The estimated number of research publications being produced annually by researchers or practitioners from primary care, weighted by the gross expenditure on research and development, showed a similar picture. The Netherlands had a high rate of productivity and a high rate of growth. The United Kingdom had a similar rate of productivity and slightly slower rate of growth. Australia and Canada showed slow signs of growth, and the United States and Germany had low rates of productivity and few signs of growth (table 4⇓).

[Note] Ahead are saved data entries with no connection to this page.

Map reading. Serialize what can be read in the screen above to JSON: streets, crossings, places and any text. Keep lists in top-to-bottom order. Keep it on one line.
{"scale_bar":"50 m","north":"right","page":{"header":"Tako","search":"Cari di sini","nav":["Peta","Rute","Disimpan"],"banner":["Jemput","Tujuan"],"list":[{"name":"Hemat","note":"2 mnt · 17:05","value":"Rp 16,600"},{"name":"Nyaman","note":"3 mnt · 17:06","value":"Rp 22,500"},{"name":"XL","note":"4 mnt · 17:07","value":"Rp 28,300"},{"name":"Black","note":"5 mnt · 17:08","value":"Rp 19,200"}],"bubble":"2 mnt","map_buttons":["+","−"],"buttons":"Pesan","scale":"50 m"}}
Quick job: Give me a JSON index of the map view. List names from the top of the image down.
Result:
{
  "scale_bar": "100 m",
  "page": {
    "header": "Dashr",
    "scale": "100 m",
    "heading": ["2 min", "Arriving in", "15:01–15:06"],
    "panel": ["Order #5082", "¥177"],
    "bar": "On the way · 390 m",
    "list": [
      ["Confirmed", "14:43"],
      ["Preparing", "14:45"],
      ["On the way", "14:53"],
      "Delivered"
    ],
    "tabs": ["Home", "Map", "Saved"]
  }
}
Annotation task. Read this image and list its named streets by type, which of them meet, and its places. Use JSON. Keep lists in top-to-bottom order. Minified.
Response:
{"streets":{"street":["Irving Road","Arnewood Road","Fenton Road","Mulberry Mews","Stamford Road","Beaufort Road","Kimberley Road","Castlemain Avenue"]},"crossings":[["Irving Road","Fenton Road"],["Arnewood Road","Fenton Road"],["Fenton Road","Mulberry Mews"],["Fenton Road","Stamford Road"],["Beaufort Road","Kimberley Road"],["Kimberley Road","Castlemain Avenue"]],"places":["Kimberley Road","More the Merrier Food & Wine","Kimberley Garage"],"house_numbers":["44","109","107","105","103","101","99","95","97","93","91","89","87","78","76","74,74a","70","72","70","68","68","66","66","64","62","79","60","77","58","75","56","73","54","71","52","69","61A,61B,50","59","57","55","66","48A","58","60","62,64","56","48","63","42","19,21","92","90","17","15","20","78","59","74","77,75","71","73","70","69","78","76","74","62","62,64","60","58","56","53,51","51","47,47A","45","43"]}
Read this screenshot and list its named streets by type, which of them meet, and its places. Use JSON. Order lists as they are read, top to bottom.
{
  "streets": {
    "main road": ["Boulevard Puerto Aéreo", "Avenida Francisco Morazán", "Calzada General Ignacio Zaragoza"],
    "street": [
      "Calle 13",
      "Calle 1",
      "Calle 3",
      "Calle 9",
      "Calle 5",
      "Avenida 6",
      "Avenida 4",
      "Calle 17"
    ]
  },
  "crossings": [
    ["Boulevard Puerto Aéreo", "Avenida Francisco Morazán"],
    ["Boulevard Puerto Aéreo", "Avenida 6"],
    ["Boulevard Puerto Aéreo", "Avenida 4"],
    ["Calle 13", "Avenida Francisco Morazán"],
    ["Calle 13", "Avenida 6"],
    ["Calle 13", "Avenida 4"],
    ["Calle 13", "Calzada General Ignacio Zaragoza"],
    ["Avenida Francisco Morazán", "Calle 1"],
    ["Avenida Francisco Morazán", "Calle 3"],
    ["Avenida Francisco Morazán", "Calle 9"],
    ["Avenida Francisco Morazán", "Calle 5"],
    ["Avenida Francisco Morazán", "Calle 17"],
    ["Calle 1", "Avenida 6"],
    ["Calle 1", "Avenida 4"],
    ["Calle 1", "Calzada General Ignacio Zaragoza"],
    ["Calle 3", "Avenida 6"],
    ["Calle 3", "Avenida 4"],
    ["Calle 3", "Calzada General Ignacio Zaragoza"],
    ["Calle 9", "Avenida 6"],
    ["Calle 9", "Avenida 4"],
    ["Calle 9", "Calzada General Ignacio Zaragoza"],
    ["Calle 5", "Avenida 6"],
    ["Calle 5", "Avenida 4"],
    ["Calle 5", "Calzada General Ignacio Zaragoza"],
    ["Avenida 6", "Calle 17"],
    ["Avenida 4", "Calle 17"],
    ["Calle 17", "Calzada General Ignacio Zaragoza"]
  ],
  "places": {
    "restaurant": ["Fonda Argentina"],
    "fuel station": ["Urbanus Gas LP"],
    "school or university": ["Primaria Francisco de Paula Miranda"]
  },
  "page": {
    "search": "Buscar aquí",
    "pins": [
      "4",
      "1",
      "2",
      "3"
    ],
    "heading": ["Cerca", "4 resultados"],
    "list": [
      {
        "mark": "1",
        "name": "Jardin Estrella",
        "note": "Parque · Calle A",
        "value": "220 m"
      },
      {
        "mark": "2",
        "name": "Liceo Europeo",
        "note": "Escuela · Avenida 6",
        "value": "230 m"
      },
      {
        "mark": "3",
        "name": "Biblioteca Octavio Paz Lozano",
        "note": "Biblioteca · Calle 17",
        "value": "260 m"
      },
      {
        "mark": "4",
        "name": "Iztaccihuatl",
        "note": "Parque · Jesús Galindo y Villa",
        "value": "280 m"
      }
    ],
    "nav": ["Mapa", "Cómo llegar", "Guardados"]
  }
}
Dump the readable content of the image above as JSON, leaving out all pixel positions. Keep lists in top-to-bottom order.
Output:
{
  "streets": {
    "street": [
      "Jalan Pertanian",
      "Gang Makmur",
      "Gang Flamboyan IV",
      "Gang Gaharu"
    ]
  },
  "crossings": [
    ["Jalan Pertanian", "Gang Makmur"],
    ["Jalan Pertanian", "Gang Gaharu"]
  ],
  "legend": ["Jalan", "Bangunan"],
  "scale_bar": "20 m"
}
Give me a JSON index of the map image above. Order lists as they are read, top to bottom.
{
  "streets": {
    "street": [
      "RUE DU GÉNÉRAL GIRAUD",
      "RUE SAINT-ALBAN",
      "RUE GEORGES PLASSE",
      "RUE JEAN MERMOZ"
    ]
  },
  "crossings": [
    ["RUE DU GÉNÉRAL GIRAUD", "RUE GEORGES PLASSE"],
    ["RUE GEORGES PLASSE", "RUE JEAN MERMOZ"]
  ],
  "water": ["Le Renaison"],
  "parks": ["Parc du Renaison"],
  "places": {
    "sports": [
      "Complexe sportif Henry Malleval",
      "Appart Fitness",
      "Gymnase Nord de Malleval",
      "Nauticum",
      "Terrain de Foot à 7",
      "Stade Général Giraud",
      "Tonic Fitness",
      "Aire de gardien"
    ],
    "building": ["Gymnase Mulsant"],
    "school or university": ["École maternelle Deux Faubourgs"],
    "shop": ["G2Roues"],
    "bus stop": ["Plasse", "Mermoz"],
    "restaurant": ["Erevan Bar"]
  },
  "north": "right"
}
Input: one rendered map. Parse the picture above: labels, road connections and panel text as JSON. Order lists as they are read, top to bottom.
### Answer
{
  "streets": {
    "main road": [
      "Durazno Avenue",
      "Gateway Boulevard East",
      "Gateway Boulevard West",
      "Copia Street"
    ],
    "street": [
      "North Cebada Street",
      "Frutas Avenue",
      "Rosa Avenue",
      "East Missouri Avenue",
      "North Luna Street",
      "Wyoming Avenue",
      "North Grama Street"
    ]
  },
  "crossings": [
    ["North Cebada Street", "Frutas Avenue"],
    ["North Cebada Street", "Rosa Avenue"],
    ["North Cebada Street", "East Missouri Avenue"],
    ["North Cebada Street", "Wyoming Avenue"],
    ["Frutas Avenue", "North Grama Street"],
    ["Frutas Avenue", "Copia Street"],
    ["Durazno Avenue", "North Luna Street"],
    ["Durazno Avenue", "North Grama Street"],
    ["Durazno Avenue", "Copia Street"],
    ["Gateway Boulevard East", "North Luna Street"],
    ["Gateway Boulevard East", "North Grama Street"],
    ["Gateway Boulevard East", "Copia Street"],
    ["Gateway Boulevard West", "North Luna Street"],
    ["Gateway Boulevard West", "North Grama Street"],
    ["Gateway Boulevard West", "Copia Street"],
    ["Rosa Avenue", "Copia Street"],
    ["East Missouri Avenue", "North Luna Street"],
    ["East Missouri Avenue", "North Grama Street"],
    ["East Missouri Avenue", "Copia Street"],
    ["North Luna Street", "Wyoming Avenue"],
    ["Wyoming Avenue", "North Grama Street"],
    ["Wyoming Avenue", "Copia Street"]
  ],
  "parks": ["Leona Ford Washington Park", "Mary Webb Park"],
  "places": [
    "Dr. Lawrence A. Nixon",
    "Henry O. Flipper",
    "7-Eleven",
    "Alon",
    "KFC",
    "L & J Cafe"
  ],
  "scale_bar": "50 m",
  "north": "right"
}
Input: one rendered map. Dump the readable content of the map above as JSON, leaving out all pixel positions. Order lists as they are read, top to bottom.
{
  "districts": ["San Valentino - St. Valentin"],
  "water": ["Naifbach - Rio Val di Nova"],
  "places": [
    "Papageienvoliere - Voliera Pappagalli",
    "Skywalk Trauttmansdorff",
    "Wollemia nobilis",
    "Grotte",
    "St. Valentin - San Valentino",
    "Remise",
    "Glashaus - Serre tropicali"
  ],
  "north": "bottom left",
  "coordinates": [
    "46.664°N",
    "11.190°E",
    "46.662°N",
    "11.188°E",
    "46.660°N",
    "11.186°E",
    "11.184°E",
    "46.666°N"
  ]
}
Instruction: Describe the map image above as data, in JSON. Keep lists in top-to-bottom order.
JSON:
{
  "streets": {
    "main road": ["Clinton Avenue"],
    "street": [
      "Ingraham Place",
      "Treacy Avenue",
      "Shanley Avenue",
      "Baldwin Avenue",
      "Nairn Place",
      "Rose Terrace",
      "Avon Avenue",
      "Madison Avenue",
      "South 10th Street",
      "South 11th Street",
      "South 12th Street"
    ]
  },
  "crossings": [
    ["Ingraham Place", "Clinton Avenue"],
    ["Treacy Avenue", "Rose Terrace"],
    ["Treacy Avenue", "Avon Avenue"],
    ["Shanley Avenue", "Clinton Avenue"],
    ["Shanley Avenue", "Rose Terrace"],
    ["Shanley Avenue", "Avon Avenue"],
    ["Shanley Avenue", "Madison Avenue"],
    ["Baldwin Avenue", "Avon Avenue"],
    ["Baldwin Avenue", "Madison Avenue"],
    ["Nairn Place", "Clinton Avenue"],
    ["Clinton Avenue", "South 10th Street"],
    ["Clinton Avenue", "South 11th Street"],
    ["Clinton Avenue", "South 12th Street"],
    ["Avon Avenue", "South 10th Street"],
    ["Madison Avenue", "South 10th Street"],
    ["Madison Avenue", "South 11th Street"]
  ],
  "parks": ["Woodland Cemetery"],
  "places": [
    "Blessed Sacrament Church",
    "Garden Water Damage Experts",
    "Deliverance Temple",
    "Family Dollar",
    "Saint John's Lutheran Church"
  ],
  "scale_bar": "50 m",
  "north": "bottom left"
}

Analysis by journal impact factors
The 15% sample was analysed by journal impact factors. The number of research publications (2001-7) in journals with impact factors is shown in total and as a percentage of all publications in the sample (table 5⇓). Authors from primary care in both the United States and the United Kingdom published the largest numbers of research findings in journals with an impact factor. When research output in journals with an impact factor was weighted by gross expenditure on research and development, the Netherlands had the highest numbers of publications in primary care research per billion dollars of gross expenditure on research and development over the period, followed by the United Kingdom (fig 2⇓).
On the assumption that publication in journals with higher impact factors is generally seen as desirable and one surrogate for quality, the analysis explored publication patterns in journals with different ranges of impact factors. In terms of the mean number of research reports by researchers from primary care (2001-6, 15% sample) per billion dollars of gross expenditure on research and development, the Netherlands achieved the highest mean numbers of publications in journals with an impact factor of 5 and above, and the United Kingdom achieved the highest mean numbers of publications in journals with an impact factor below 5 (fig 3⇓). The United States and Germany had much lower mean numbers of publications in all impact factor categories.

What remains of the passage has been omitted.